### Task directions
For each line below that includes the string "خیابان", show the whole line.

### Collected data
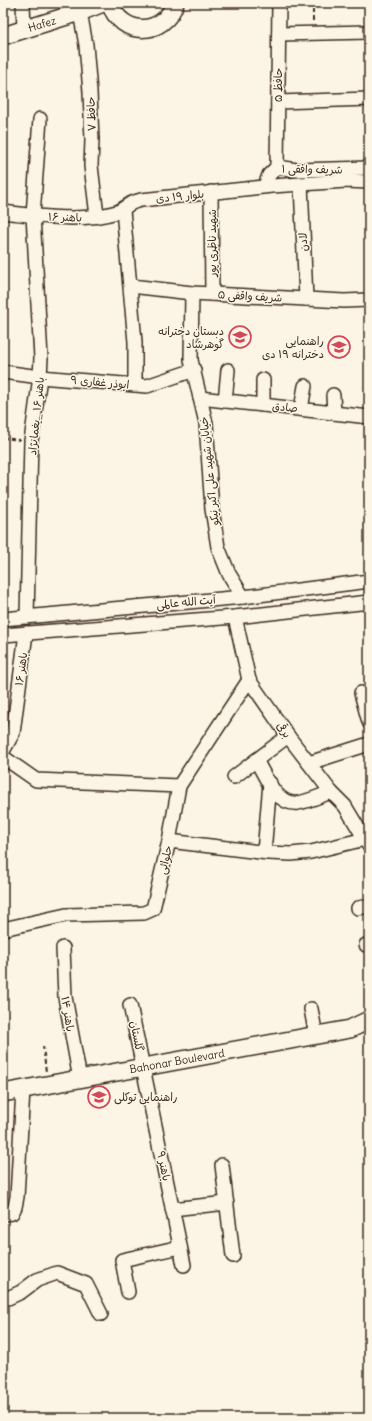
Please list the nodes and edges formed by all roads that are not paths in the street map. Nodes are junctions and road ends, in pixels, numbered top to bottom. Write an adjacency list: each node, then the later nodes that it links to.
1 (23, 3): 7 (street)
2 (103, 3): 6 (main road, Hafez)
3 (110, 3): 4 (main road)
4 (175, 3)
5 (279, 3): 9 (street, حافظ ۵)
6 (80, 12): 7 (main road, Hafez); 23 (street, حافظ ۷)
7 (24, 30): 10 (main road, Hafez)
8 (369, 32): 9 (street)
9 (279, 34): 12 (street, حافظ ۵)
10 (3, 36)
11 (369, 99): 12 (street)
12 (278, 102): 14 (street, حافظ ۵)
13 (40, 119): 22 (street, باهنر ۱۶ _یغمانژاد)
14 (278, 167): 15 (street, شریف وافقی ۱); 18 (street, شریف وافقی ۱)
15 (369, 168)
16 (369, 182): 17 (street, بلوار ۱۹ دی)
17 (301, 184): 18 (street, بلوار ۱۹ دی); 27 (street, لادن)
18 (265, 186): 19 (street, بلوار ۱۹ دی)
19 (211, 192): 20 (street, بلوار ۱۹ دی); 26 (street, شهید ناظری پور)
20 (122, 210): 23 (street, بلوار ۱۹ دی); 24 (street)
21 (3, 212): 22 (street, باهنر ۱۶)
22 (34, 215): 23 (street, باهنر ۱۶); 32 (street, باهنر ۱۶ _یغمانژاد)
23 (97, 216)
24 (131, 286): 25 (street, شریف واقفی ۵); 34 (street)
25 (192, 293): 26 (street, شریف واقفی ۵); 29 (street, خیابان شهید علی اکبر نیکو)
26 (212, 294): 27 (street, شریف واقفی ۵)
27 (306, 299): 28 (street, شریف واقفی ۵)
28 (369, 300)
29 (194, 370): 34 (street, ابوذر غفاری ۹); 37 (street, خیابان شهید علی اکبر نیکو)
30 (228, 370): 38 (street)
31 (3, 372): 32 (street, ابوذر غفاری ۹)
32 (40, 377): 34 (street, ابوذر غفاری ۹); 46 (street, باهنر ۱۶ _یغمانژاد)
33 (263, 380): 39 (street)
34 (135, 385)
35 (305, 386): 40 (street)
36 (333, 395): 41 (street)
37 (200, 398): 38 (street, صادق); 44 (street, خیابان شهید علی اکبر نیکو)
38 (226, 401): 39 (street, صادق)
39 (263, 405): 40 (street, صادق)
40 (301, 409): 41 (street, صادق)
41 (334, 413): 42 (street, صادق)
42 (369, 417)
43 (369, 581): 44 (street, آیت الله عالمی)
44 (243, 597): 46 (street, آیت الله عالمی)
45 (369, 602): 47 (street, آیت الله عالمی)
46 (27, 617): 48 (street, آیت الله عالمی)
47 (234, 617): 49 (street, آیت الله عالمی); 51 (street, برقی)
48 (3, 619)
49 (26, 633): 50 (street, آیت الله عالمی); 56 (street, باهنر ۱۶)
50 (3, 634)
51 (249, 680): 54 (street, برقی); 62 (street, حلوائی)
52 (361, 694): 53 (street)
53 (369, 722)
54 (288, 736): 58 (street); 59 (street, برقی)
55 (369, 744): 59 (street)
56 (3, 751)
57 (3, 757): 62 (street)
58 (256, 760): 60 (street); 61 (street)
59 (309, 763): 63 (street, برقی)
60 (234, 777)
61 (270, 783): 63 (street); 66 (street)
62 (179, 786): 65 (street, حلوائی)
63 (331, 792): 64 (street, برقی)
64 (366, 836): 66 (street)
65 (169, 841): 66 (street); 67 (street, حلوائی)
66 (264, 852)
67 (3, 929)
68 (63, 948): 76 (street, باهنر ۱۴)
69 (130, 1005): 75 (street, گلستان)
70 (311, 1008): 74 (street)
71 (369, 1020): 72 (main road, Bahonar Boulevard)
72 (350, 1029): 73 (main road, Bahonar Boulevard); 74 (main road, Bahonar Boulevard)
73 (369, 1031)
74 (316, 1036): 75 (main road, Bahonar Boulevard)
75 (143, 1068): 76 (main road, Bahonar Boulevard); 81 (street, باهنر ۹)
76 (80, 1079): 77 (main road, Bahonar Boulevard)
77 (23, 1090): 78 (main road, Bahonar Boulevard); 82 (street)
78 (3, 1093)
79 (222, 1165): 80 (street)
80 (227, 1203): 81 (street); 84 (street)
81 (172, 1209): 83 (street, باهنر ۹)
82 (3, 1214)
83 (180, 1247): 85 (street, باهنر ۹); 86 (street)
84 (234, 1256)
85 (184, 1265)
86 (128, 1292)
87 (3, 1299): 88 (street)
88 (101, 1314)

### Result of this task
25 (192, 293): 26 (street, شریف واقفی ۵); 29 (street, خیابان شهید علی اکبر نیکو)
29 (194, 370): 34 (street, ابوذر غفاری ۹); 37 (street, خیابان شهید علی اکبر نیکو)
37 (200, 398): 38 (street, صادق); 44 (street, خیابان شهید علی اکبر نیکو)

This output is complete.